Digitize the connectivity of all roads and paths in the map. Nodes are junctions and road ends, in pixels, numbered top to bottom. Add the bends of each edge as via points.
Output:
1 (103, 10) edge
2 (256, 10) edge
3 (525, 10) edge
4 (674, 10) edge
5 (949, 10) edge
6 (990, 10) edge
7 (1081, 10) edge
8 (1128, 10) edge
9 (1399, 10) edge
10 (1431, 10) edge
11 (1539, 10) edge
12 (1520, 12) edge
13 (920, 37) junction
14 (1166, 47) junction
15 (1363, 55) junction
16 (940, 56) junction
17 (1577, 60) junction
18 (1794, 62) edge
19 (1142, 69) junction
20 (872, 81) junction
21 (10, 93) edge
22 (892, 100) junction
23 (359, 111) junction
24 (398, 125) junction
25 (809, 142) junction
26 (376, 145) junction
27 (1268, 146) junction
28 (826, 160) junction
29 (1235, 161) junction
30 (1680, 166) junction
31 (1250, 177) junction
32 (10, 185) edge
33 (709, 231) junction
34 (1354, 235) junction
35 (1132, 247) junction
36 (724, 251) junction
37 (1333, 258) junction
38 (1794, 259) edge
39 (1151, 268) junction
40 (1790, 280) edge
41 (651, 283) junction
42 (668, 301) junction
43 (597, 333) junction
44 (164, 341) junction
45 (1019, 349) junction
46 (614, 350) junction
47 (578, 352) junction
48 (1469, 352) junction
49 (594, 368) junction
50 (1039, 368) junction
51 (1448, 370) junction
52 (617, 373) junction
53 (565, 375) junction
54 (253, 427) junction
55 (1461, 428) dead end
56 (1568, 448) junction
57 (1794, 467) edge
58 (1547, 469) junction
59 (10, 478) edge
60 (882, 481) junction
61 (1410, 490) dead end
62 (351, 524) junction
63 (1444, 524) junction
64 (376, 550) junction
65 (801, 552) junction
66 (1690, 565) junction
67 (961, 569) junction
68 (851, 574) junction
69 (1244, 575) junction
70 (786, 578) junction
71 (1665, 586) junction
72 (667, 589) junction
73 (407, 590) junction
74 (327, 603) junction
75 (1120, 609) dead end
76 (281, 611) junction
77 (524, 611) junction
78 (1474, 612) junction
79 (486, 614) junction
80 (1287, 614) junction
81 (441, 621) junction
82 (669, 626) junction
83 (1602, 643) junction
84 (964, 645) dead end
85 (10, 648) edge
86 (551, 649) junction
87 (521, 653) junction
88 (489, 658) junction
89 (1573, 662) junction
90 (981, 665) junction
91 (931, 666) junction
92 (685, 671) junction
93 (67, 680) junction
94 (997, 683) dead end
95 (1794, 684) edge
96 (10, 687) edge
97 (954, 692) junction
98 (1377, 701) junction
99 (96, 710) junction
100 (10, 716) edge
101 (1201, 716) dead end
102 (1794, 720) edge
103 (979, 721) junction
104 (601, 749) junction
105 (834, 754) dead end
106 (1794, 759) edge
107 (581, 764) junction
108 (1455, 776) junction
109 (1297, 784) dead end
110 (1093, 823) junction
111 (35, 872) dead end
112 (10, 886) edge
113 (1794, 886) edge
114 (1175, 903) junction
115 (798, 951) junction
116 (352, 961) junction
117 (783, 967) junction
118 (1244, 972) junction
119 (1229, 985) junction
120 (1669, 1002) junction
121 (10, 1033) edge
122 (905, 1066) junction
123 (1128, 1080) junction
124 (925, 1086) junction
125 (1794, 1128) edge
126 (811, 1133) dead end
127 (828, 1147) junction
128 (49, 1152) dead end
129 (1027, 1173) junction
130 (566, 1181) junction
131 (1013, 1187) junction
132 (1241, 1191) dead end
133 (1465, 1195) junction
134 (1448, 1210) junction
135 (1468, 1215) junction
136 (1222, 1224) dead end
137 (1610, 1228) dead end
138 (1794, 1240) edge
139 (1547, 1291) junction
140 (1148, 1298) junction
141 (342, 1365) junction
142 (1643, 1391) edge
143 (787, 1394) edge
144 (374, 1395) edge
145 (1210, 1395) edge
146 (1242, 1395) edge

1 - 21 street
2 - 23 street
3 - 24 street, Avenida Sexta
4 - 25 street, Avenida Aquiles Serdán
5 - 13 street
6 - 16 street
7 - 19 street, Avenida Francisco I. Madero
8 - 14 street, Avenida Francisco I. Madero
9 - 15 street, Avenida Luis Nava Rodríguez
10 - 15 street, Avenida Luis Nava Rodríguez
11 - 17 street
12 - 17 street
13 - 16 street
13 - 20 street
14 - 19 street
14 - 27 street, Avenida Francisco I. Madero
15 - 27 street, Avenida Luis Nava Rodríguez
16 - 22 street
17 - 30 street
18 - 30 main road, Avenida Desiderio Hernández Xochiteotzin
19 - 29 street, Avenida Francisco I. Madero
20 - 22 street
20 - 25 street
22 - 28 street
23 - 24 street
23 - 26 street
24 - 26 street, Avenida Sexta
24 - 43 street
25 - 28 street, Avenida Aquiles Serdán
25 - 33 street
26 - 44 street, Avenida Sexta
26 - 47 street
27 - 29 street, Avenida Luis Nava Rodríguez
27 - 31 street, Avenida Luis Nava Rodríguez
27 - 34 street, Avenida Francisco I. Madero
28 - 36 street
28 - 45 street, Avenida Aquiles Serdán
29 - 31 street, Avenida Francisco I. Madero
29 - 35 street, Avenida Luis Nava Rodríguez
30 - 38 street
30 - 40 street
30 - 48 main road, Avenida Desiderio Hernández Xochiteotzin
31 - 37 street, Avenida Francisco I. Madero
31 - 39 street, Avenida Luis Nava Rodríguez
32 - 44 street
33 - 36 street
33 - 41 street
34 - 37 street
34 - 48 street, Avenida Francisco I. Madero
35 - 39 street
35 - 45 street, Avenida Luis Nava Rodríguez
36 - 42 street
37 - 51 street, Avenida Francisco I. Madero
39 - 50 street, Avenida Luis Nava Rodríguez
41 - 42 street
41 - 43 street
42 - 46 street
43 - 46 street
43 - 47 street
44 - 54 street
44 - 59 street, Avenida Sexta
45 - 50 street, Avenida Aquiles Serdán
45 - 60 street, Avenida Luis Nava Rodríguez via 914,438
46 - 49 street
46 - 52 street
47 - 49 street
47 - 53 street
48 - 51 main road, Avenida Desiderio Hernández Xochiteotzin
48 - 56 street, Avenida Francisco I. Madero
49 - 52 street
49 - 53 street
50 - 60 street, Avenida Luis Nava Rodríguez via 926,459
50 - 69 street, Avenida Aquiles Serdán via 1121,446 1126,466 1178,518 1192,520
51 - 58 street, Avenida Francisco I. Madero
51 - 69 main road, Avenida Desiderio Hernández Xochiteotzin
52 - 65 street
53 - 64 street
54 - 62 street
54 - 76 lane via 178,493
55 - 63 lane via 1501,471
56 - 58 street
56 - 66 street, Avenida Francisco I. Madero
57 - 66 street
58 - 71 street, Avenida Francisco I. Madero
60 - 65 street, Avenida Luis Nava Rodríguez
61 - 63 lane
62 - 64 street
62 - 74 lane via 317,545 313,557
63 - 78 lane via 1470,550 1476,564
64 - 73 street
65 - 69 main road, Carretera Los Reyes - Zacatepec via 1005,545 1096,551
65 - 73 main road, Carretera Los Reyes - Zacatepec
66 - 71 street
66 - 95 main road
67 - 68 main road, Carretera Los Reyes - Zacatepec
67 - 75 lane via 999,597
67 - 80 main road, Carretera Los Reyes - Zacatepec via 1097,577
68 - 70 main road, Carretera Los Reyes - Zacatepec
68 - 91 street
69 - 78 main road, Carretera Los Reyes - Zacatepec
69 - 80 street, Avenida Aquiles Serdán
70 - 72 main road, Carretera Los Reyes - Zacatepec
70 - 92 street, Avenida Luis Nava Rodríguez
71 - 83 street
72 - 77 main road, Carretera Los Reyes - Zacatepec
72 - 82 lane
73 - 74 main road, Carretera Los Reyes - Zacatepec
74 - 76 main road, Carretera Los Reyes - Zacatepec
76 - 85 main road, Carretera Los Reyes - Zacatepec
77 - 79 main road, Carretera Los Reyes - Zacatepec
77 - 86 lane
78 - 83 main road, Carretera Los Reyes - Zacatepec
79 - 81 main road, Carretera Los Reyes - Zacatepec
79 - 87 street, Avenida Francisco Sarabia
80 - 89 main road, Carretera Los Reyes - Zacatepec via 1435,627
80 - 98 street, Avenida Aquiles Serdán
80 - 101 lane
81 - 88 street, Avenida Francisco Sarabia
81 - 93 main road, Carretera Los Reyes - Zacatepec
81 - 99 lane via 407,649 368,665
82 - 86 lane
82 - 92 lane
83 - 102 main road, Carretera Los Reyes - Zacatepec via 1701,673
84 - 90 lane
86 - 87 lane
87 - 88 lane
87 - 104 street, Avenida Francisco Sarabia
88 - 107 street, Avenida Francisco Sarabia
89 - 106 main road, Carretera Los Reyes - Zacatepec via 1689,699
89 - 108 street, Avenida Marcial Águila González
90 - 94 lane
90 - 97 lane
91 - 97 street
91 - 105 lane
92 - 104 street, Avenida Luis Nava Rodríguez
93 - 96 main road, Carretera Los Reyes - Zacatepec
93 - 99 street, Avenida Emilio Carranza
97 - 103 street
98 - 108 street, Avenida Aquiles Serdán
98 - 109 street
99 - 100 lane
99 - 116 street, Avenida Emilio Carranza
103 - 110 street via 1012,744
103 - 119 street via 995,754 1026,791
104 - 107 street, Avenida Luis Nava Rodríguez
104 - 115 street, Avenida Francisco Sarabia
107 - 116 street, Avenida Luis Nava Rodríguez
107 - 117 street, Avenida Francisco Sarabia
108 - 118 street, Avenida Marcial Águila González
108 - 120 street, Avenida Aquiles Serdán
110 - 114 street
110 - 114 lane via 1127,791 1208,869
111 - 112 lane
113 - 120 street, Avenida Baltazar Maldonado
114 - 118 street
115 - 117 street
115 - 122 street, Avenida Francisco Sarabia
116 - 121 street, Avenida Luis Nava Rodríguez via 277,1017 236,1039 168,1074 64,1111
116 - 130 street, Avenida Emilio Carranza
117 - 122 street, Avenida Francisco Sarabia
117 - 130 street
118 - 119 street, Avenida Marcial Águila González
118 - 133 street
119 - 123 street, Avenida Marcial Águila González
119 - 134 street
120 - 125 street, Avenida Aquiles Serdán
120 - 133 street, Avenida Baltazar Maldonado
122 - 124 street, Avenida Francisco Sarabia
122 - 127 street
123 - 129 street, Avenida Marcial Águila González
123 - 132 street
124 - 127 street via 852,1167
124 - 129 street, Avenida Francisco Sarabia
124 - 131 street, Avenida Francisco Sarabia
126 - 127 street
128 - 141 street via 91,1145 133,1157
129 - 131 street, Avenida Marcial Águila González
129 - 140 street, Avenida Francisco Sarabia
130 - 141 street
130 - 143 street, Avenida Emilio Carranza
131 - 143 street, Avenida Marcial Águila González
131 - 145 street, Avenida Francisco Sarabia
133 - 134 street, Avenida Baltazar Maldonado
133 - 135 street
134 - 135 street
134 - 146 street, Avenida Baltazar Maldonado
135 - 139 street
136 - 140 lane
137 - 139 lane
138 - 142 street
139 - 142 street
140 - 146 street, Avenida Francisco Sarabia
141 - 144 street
----------
§ **WHAT IS BEING ASKED**: Pull every line containing the word "Hernández" out of the material.

§ **EXERCISE OUTPUT**:
18 - 30 main road, Avenida Desiderio Hernández Xochiteotzin
30 - 48 main road, Avenida Desiderio Hernández Xochiteotzin
48 - 51 main road, Avenida Desiderio Hernández Xochiteotzin
51 - 69 main road, Avenida Desiderio Hernández Xochiteotzin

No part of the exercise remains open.